# Exercise description
All of the records below need to be written out exactly, but without the pictures.

# Data shown
^^^^^^^^

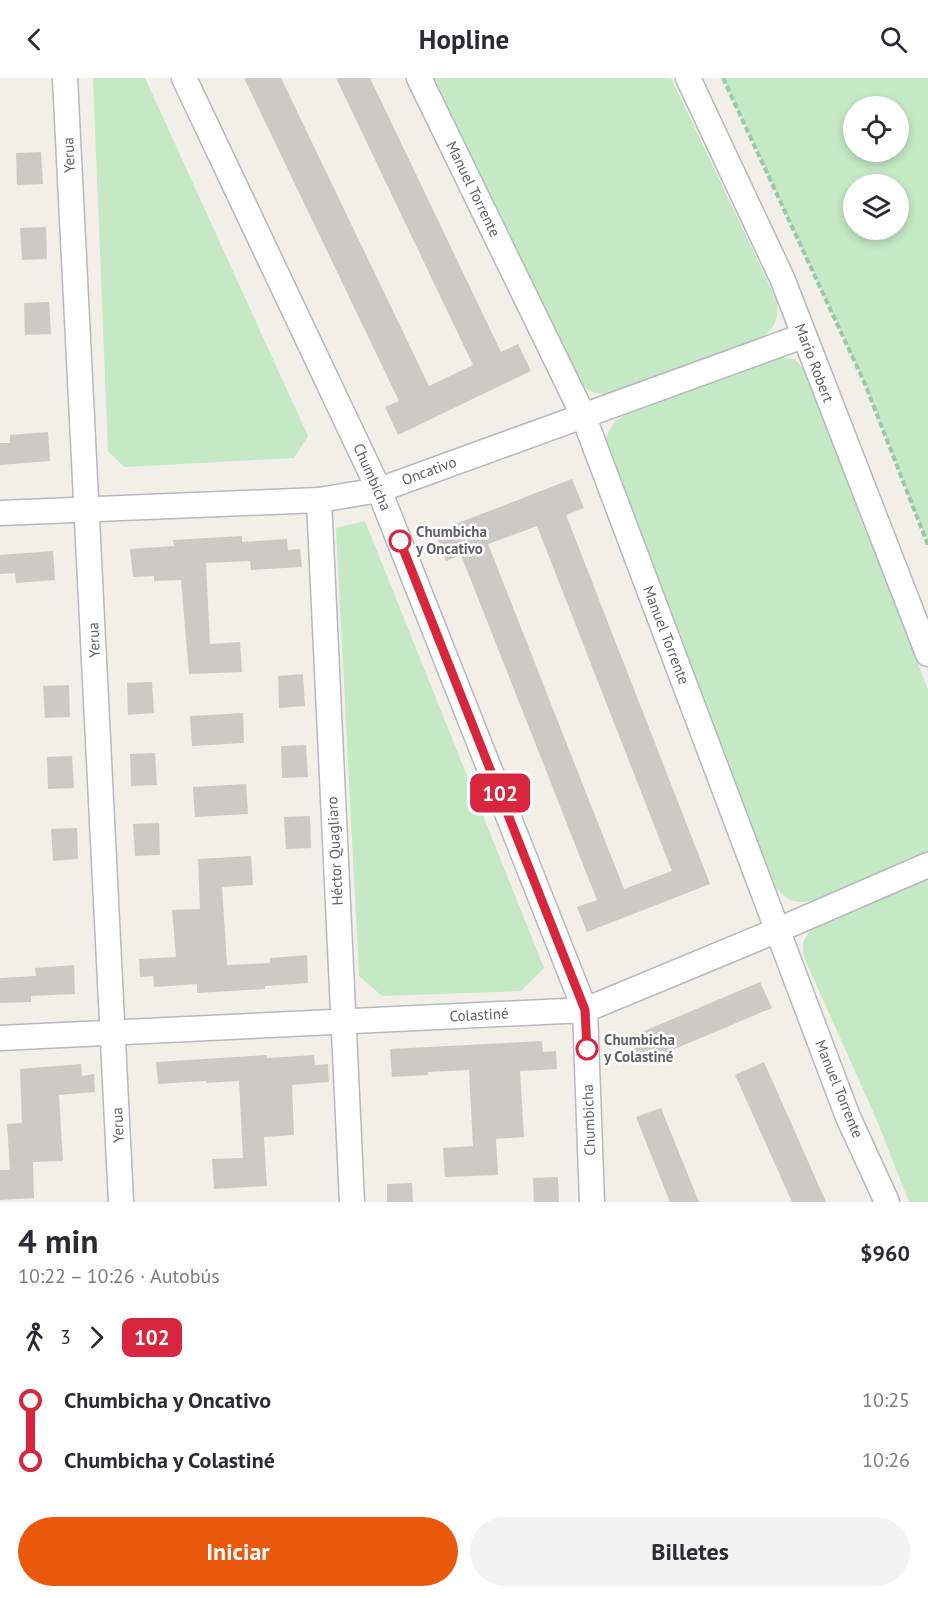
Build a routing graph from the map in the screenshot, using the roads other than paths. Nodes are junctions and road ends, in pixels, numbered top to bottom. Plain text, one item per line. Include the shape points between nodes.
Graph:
1 (64, 78) edge
2 (184, 78) edge
3 (419, 78) edge
4 (688, 78) edge
5 (803, 336) junction
6 (583, 415) junction
7 (379, 490) junction
8 (318, 500) junction
9 (87, 510) junction
10 (0, 513) edge
11 (928, 654) edge
12 (928, 865) edge
13 (778, 930) junction
14 (585, 1010) junction
15 (343, 1021) junction
16 (114, 1032) junction
17 (0, 1038) edge
18 (122, 1202) edge
19 (352, 1202) edge
20 (592, 1202) edge
21 (887, 1202) edge

1 - 9 street, Yerua
2 - 7 street, Chumbicha
3 - 6 street, Manuel Torrente
4 - 5 street, Mario Robert via 782,278
5 - 6 street, Oncativo
5 - 11 street, Mario Robert
6 - 7 street, Oncativo
6 - 13 street, Manuel Torrente
7 - 8 street, Oncativo
7 - 14 street, Chumbicha
8 - 9 street, Oncativo
8 - 15 street, Héctor Quagliaro
9 - 10 street, Oncativo
9 - 16 street, Yerua
12 - 13 street, Colastiné
13 - 14 street, Colastiné
13 - 21 street, Manuel Torrente via 848,1117
14 - 15 street, Colastiné
14 - 20 street, Chumbicha
15 - 16 street, Colastiné
15 - 19 street, Héctor Quagliaro
16 - 17 street, Colastiné
16 - 18 street, Yerua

^^^^^^^^

# Task output
Build a routing graph from the map in the screenshot, using the roads other than paths. Nodes are junctions and road ends, in pixels, numbered top to bottom. Plain text, one item per line. Include the shape points between nodes.
Graph:
1 (64, 78) edge
2 (184, 78) edge
3 (419, 78) edge
4 (688, 78) edge
5 (803, 336) junction
6 (583, 415) junction
7 (379, 490) junction
8 (318, 500) junction
9 (87, 510) junction
10 (0, 513) edge
11 (928, 654) edge
12 (928, 865) edge
13 (778, 930) junction
14 (585, 1010) junction
15 (343, 1021) junction
16 (114, 1032) junction
17 (0, 1038) edge
18 (122, 1202) edge
19 (352, 1202) edge
20 (592, 1202) edge
21 (887, 1202) edge

1 - 9 street, Yerua
2 - 7 street, Chumbicha
3 - 6 street, Manuel Torrente
4 - 5 street, Mario Robert via 782,278
5 - 6 street, Oncativo
5 - 11 street, Mario Robert
6 - 7 street, Oncativo
6 - 13 street, Manuel Torrente
7 - 8 street, Oncativo
7 - 14 street, Chumbicha
8 - 9 street, Oncativo
8 - 15 street, Héctor Quagliaro
9 - 10 street, Oncativo
9 - 16 street, Yerua
12 - 13 street, Colastiné
13 - 14 street, Colastiné
13 - 21 street, Manuel Torrente via 848,1117
14 - 15 street, Colastiné
14 - 20 street, Chumbicha
15 - 16 street, Colastiné
15 - 19 street, Héctor Quagliaro
16 - 17 street, Colastiné
16 - 18 street, Yerua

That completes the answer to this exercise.